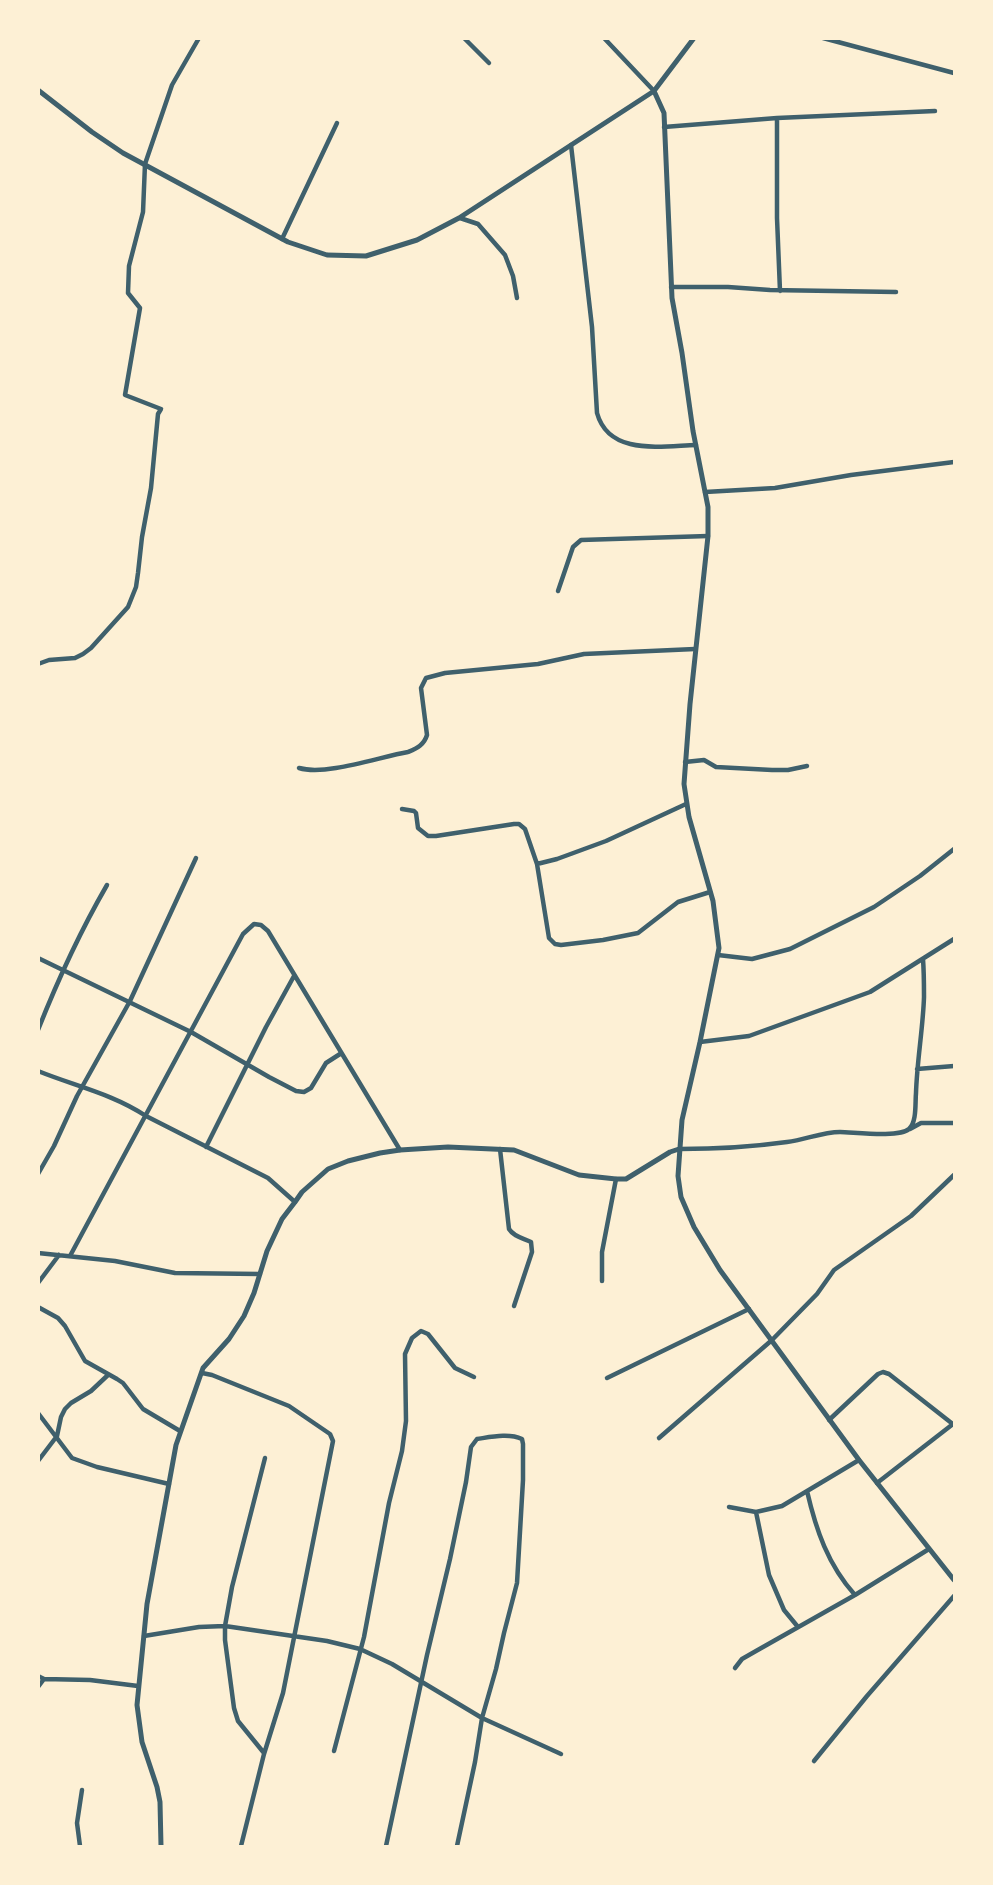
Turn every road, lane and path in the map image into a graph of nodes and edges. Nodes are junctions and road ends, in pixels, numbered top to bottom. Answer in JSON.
{"nodes":[{"id":1,"x":199,"y":38,"type":"edge"},
{"id":2,"x":464,"y":38,"type":"edge"},
{"id":3,"x":604,"y":38,"type":"edge"},
{"id":4,"x":694,"y":38,"type":"edge"},
{"id":5,"x":823,"y":38,"type":"edge"},
{"id":6,"x":489,"y":63,"type":"dead end"},
{"id":7,"x":954,"y":73,"type":"edge"},
{"id":8,"x":654,"y":91,"type":"junction"},
{"id":9,"x":40,"y":92,"type":"edge"},
{"id":10,"x":935,"y":111,"type":"dead end"},
{"id":11,"x":777,"y":118,"type":"junction"},
{"id":12,"x":337,"y":123,"type":"dead end"},
{"id":13,"x":664,"y":127,"type":"junction"},
{"id":14,"x":571,"y":144,"type":"junction"},
{"id":15,"x":145,"y":164,"type":"junction"},
{"id":16,"x":459,"y":218,"type":"junction"},
{"id":17,"x":282,"y":239,"type":"junction"},
{"id":18,"x":671,"y":287,"type":"junction"},
{"id":19,"x":780,"y":290,"type":"junction"},
{"id":20,"x":896,"y":292,"type":"dead end"},
{"id":21,"x":517,"y":298,"type":"dead end"},
{"id":22,"x":696,"y":445,"type":"junction"},
{"id":23,"x":954,"y":462,"type":"edge"},
{"id":24,"x":705,"y":492,"type":"junction"},
{"id":25,"x":708,"y":536,"type":"junction"},
{"id":26,"x":558,"y":591,"type":"dead end"},
{"id":27,"x":695,"y":649,"type":"junction"},
{"id":28,"x":38,"y":664,"type":"edge"},
{"id":29,"x":685,"y":762,"type":"junction"},
{"id":30,"x":807,"y":766,"type":"dead end"},
{"id":31,"x":299,"y":768,"type":"dead end"},
{"id":32,"x":686,"y":804,"type":"junction"},
{"id":33,"x":402,"y":809,"type":"dead end"},
{"id":34,"x":954,"y":849,"type":"edge"},
{"id":35,"x":196,"y":858,"type":"dead end"},
{"id":36,"x":537,"y":864,"type":"junction"},
{"id":37,"x":107,"y":885,"type":"dead end"},
{"id":38,"x":710,"y":892,"type":"junction"},
{"id":39,"x":954,"y":939,"type":"edge"},
{"id":40,"x":718,"y":955,"type":"junction"},
{"id":41,"x":38,"y":958,"type":"edge"},
{"id":42,"x":923,"y":959,"type":"junction"},
{"id":43,"x":64,"y":971,"type":"junction"},
{"id":44,"x":295,"y":976,"type":"junction"},
{"id":45,"x":131,"y":1001,"type":"junction"},
{"id":46,"x":38,"y":1030,"type":"edge"},
{"id":47,"x":191,"y":1032,"type":"junction"},
{"id":48,"x":700,"y":1042,"type":"junction"},
{"id":49,"x":340,"y":1054,"type":"junction"},
{"id":50,"x":248,"y":1065,"type":"junction"},
{"id":51,"x":954,"y":1066,"type":"edge"},
{"id":52,"x":917,"y":1069,"type":"junction"},
{"id":53,"x":38,"y":1071,"type":"edge"},
{"id":54,"x":84,"y":1087,"type":"junction"},
{"id":55,"x":146,"y":1116,"type":"junction"},
{"id":56,"x":954,"y":1123,"type":"edge"},
{"id":57,"x":909,"y":1129,"type":"junction"},
{"id":58,"x":206,"y":1147,"type":"junction"},
{"id":59,"x":500,"y":1149,"type":"junction"},
{"id":60,"x":679,"y":1149,"type":"junction"},
{"id":61,"x":400,"y":1150,"type":"junction"},
{"id":62,"x":38,"y":1174,"type":"edge"},
{"id":63,"x":954,"y":1175,"type":"edge"},
{"id":64,"x":616,"y":1180,"type":"junction"},
{"id":65,"x":295,"y":1202,"type":"junction"},
{"id":66,"x":38,"y":1253,"type":"edge"},
{"id":67,"x":59,"y":1255,"type":"junction"},
{"id":68,"x":71,"y":1256,"type":"junction"},
{"id":69,"x":260,"y":1274,"type":"junction"},
{"id":70,"x":602,"y":1281,"type":"dead end"},
{"id":71,"x":38,"y":1283,"type":"edge"},
{"id":72,"x":514,"y":1306,"type":"dead end"},
{"id":73,"x":38,"y":1307,"type":"edge"},
{"id":74,"x":749,"y":1309,"type":"junction"},
{"id":75,"x":772,"y":1340,"type":"junction"},
{"id":76,"x":201,"y":1373,"type":"junction"},
{"id":77,"x":108,"y":1374,"type":"junction"},
{"id":78,"x":474,"y":1377,"type":"dead end"},
{"id":79,"x":607,"y":1378,"type":"dead end"},
{"id":80,"x":38,"y":1413,"type":"edge"},
{"id":81,"x":829,"y":1420,"type":"junction"},
{"id":82,"x":954,"y":1424,"type":"edge"},
{"id":83,"x":180,"y":1431,"type":"junction"},
{"id":84,"x":57,"y":1436,"type":"junction"},
{"id":85,"x":659,"y":1438,"type":"dead end"},
{"id":86,"x":265,"y":1458,"type":"dead end"},
{"id":87,"x":859,"y":1460,"type":"junction"},
{"id":88,"x":38,"y":1461,"type":"edge"},
{"id":89,"x":169,"y":1484,"type":"junction"},
{"id":90,"x":877,"y":1484,"type":"junction"},
{"id":91,"x":807,"y":1492,"type":"junction"},
{"id":92,"x":729,"y":1507,"type":"dead end"},
{"id":93,"x":757,"y":1513,"type":"junction"},
{"id":94,"x":929,"y":1549,"type":"junction"},
{"id":95,"x":954,"y":1580,"type":"edge"},
{"id":96,"x":855,"y":1595,"type":"junction"},
{"id":97,"x":954,"y":1596,"type":"edge"},
{"id":98,"x":225,"y":1626,"type":"junction"},
{"id":99,"x":798,"y":1627,"type":"junction"},
{"id":100,"x":293,"y":1636,"type":"junction"},
{"id":101,"x":143,"y":1637,"type":"junction"},
{"id":102,"x":360,"y":1649,"type":"junction"},
{"id":103,"x":735,"y":1668,"type":"dead end"},
{"id":104,"x":41,"y":1678,"type":"edge"},
{"id":105,"x":422,"y":1681,"type":"junction"},
{"id":106,"x":138,"y":1686,"type":"junction"},
{"id":107,"x":38,"y":1687,"type":"edge"},
{"id":108,"x":482,"y":1718,"type":"junction"},
{"id":109,"x":334,"y":1751,"type":"dead end"},
{"id":110,"x":264,"y":1754,"type":"junction"},
{"id":111,"x":561,"y":1754,"type":"dead end"},
{"id":112,"x":814,"y":1761,"type":"dead end"},
{"id":113,"x":82,"y":1790,"type":"dead end"},
{"id":114,"x":80,"y":1846,"type":"edge"},
{"id":115,"x":161,"y":1846,"type":"edge"},
{"id":116,"x":241,"y":1846,"type":"edge"},
{"id":117,"x":386,"y":1846,"type":"edge"},
{"id":118,"x":457,"y":1846,"type":"edge"}],
"edges":[{"from":1,"to":15,"type":"street"},
{"from":2,"to":6,"type":"street"},
{"from":3,"to":8,"type":"street"},
{"from":4,"to":8,"type":"street"},
{"from":5,"to":7,"type":"street"},
{"from":8,"to":13,"type":"street"},
{"from":8,"to":14,"type":"street"},
{"from":9,"to":15,"type":"street"},
{"from":10,"to":11,"type":"street"},
{"from":11,"to":13,"type":"street"},
{"from":11,"to":19,"type":"street"},
{"from":12,"to":17,"type":"street"},
{"from":13,"to":18,"type":"street"},
{"from":14,"to":16,"type":"street"},
{"from":14,"to":22,"type":"street"},
{"from":15,"to":17,"type":"street"},
{"from":15,"to":28,"type":"street"},
{"from":16,"to":17,"type":"street"},
{"from":16,"to":21,"type":"street"},
{"from":18,"to":19,"type":"street"},
{"from":18,"to":22,"type":"street"},
{"from":19,"to":20,"type":"street"},
{"from":22,"to":24,"type":"street"},
{"from":23,"to":24,"type":"street"},
{"from":24,"to":25,"type":"street"},
{"from":25,"to":26,"type":"street"},
{"from":25,"to":27,"type":"street"},
{"from":27,"to":29,"type":"street"},
{"from":27,"to":31,"type":"street"},
{"from":29,"to":30,"type":"street"},
{"from":29,"to":32,"type":"street"},
{"from":32,"to":36,"type":"street"},
{"from":32,"to":38,"type":"street"},
{"from":33,"to":36,"type":"street"},
{"from":34,"to":40,"type":"street"},
{"from":35,"to":45,"type":"street"},
{"from":36,"to":38,"type":"street"},
{"from":37,"to":43,"type":"street"},
{"from":38,"to":40,"type":"street"},
{"from":39,"to":42,"type":"street"},
{"from":40,"to":48,"type":"street"},
{"from":41,"to":43,"type":"street"},
{"from":42,"to":48,"type":"street"},
{"from":42,"to":52,"type":"street"},
{"from":43,"to":45,"type":"street"},
{"from":43,"to":46,"type":"street"},
{"from":44,"to":47,"type":"street"},
{"from":44,"to":49,"type":"street"},
{"from":44,"to":50,"type":"street"},
{"from":45,"to":47,"type":"street"},
{"from":45,"to":54,"type":"street"},
{"from":47,"to":50,"type":"street"},
{"from":47,"to":55,"type":"street"},
{"from":48,"to":60,"type":"street"},
{"from":49,"to":50,"type":"street"},
{"from":49,"to":61,"type":"street"},
{"from":50,"to":58,"type":"street"},
{"from":51,"to":52,"type":"street"},
{"from":52,"to":57,"type":"street"},
{"from":53,"to":54,"type":"street"},
{"from":54,"to":55,"type":"street"},
{"from":54,"to":62,"type":"street"},
{"from":55,"to":58,"type":"street"},
{"from":55,"to":68,"type":"street"},
{"from":56,"to":57,"type":"street"},
{"from":57,"to":60,"type":"street"},
{"from":58,"to":65,"type":"street"},
{"from":59,"to":61,"type":"street"},
{"from":59,"to":64,"type":"street"},
{"from":59,"to":72,"type":"street"},
{"from":60,"to":64,"type":"street"},
{"from":60,"to":74,"type":"street"},
{"from":61,"to":65,"type":"street"},
{"from":63,"to":75,"type":"street"},
{"from":64,"to":70,"type":"street"},
{"from":65,"to":69,"type":"street"},
{"from":66,"to":67,"type":"street"},
{"from":67,"to":68,"type":"street"},
{"from":67,"to":71,"type":"street"},
{"from":68,"to":69,"type":"street"},
{"from":69,"to":76,"type":"street"},
{"from":73,"to":77,"type":"street"},
{"from":74,"to":75,"type":"street"},
{"from":74,"to":79,"type":"street"},
{"from":75,"to":81,"type":"street"},
{"from":75,"to":85,"type":"street"},
{"from":76,"to":83,"type":"street"},
{"from":76,"to":100,"type":"street"},
{"from":77,"to":83,"type":"street"},
{"from":77,"to":84,"type":"street"},
{"from":78,"to":102,"type":"street"},
{"from":80,"to":84,"type":"street"},
{"from":81,"to":82,"type":"street"},
{"from":81,"to":87,"type":"street"},
{"from":82,"to":90,"type":"street"},
{"from":83,"to":89,"type":"street"},
{"from":84,"to":88,"type":"street"},
{"from":84,"to":89,"type":"street"},
{"from":86,"to":98,"type":"street"},
{"from":87,"to":90,"type":"street"},
{"from":87,"to":91,"type":"street"},
{"from":89,"to":101,"type":"street"},
{"from":90,"to":94,"type":"street"},
{"from":91,"to":93,"type":"street"},
{"from":91,"to":96,"type":"street"},
{"from":92,"to":93,"type":"street"},
{"from":93,"to":99,"type":"street"},
{"from":94,"to":95,"type":"street"},
{"from":94,"to":96,"type":"street"},
{"from":96,"to":99,"type":"street"},
{"from":97,"to":112,"type":"street"},
{"from":98,"to":100,"type":"street"},
{"from":98,"to":101,"type":"street"},
{"from":98,"to":110,"type":"street"},
{"from":99,"to":103,"type":"street"},
{"from":100,"to":102,"type":"street"},
{"from":100,"to":110,"type":"street"},
{"from":101,"to":106,"type":"street"},
{"from":102,"to":105,"type":"street"},
{"from":102,"to":109,"type":"street"},
{"from":104,"to":106,"type":"street"},
{"from":104,"to":107,"type":"street"},
{"from":105,"to":108,"type":"street"},
{"from":105,"to":108,"type":"street"},
{"from":105,"to":117,"type":"street"},
{"from":106,"to":115,"type":"street"},
{"from":108,"to":111,"type":"street"},
{"from":108,"to":118,"type":"street"},
{"from":110,"to":116,"type":"street"},
{"from":113,"to":114,"type":"street"}]}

- - -

Across the data above, count the lines that include the word "edges", and respond with the number alone.

2